_TASK GOAL_
What's wanted is the full listing, reproduced exactly.
* * * * * * * * *
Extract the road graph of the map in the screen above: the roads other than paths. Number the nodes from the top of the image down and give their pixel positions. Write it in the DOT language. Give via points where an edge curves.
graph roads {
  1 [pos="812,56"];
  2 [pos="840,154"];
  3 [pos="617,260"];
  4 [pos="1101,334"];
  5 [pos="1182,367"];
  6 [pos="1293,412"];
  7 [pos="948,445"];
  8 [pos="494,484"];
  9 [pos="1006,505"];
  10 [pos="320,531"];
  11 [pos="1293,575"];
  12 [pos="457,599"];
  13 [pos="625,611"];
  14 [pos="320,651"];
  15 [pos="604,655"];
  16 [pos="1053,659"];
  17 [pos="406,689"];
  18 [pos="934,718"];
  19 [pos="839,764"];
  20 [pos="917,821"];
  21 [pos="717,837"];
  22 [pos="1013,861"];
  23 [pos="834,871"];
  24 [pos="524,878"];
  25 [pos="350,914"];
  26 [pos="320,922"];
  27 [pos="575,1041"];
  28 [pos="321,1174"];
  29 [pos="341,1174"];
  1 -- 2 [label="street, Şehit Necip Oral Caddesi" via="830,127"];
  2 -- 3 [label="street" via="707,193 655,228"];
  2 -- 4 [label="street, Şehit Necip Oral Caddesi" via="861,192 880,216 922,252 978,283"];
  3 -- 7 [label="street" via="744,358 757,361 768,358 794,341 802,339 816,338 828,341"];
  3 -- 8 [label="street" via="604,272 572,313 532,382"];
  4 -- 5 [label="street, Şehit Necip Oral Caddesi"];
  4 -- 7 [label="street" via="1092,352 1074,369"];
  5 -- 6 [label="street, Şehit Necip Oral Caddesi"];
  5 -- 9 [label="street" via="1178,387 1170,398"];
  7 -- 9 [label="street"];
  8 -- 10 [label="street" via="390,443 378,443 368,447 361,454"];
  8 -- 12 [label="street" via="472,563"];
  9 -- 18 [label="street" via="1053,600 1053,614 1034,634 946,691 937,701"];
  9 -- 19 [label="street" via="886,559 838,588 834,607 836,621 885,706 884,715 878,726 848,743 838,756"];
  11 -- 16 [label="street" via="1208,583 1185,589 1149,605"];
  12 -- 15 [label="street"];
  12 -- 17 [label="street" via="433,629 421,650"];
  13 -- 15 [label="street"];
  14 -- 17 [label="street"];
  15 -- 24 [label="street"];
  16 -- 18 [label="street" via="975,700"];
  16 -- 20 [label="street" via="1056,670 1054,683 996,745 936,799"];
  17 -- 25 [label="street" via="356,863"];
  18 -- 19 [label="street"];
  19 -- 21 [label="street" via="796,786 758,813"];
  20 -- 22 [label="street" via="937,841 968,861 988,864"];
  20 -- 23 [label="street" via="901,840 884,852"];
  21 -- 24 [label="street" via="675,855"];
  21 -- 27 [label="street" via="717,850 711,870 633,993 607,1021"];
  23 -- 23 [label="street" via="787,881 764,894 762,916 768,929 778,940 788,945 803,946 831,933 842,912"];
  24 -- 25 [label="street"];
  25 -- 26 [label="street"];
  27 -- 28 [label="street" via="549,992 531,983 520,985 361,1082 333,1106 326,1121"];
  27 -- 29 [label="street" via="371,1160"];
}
* * * * * * * * *
_ANSWER TO THE PROBLEM_
Extract the road graph of the map in the screen above: the roads other than paths. Number the nodes from the top of the image down and give their pixel positions. Write it in the DOT language. Give via points where an edge curves.
graph roads {
  1 [pos="812,56"];
  2 [pos="840,154"];
  3 [pos="617,260"];
  4 [pos="1101,334"];
  5 [pos="1182,367"];
  6 [pos="1293,412"];
  7 [pos="948,445"];
  8 [pos="494,484"];
  9 [pos="1006,505"];
  10 [pos="320,531"];
  11 [pos="1293,575"];
  12 [pos="457,599"];
  13 [pos="625,611"];
  14 [pos="320,651"];
  15 [pos="604,655"];
  16 [pos="1053,659"];
  17 [pos="406,689"];
  18 [pos="934,718"];
  19 [pos="839,764"];
  20 [pos="917,821"];
  21 [pos="717,837"];
  22 [pos="1013,861"];
  23 [pos="834,871"];
  24 [pos="524,878"];
  25 [pos="350,914"];
  26 [pos="320,922"];
  27 [pos="575,1041"];
  28 [pos="321,1174"];
  29 [pos="341,1174"];
  1 -- 2 [label="street, Şehit Necip Oral Caddesi" via="830,127"];
  2 -- 3 [label="street" via="707,193 655,228"];
  2 -- 4 [label="street, Şehit Necip Oral Caddesi" via="861,192 880,216 922,252 978,283"];
  3 -- 7 [label="street" via="744,358 757,361 768,358 794,341 802,339 816,338 828,341"];
  3 -- 8 [label="street" via="604,272 572,313 532,382"];
  4 -- 5 [label="street, Şehit Necip Oral Caddesi"];
  4 -- 7 [label="street" via="1092,352 1074,369"];
  5 -- 6 [label="street, Şehit Necip Oral Caddesi"];
  5 -- 9 [label="street" via="1178,387 1170,398"];
  7 -- 9 [label="street"];
  8 -- 10 [label="street" via="390,443 378,443 368,447 361,454"];
  8 -- 12 [label="street" via="472,563"];
  9 -- 18 [label="street" via="1053,600 1053,614 1034,634 946,691 937,701"];
  9 -- 19 [label="street" via="886,559 838,588 834,607 836,621 885,706 884,715 878,726 848,743 838,756"];
  11 -- 16 [label="street" via="1208,583 1185,589 1149,605"];
  12 -- 15 [label="street"];
  12 -- 17 [label="street" via="433,629 421,650"];
  13 -- 15 [label="street"];
  14 -- 17 [label="street"];
  15 -- 24 [label="street"];
  16 -- 18 [label="street" via="975,700"];
  16 -- 20 [label="street" via="1056,670 1054,683 996,745 936,799"];
  17 -- 25 [label="street" via="356,863"];
  18 -- 19 [label="street"];
  19 -- 21 [label="street" via="796,786 758,813"];
  20 -- 22 [label="street" via="937,841 968,861 988,864"];
  20 -- 23 [label="street" via="901,840 884,852"];
  21 -- 24 [label="street" via="675,855"];
  21 -- 27 [label="street" via="717,850 711,870 633,993 607,1021"];
  23 -- 23 [label="street" via="787,881 764,894 762,916 768,929 778,940 788,945 803,946 831,933 842,912"];
  24 -- 25 [label="street"];
  25 -- 26 [label="street"];
  27 -- 28 [label="street" via="549,992 531,983 520,985 361,1082 333,1106 326,1121"];
  27 -- 29 [label="street" via="371,1160"];
}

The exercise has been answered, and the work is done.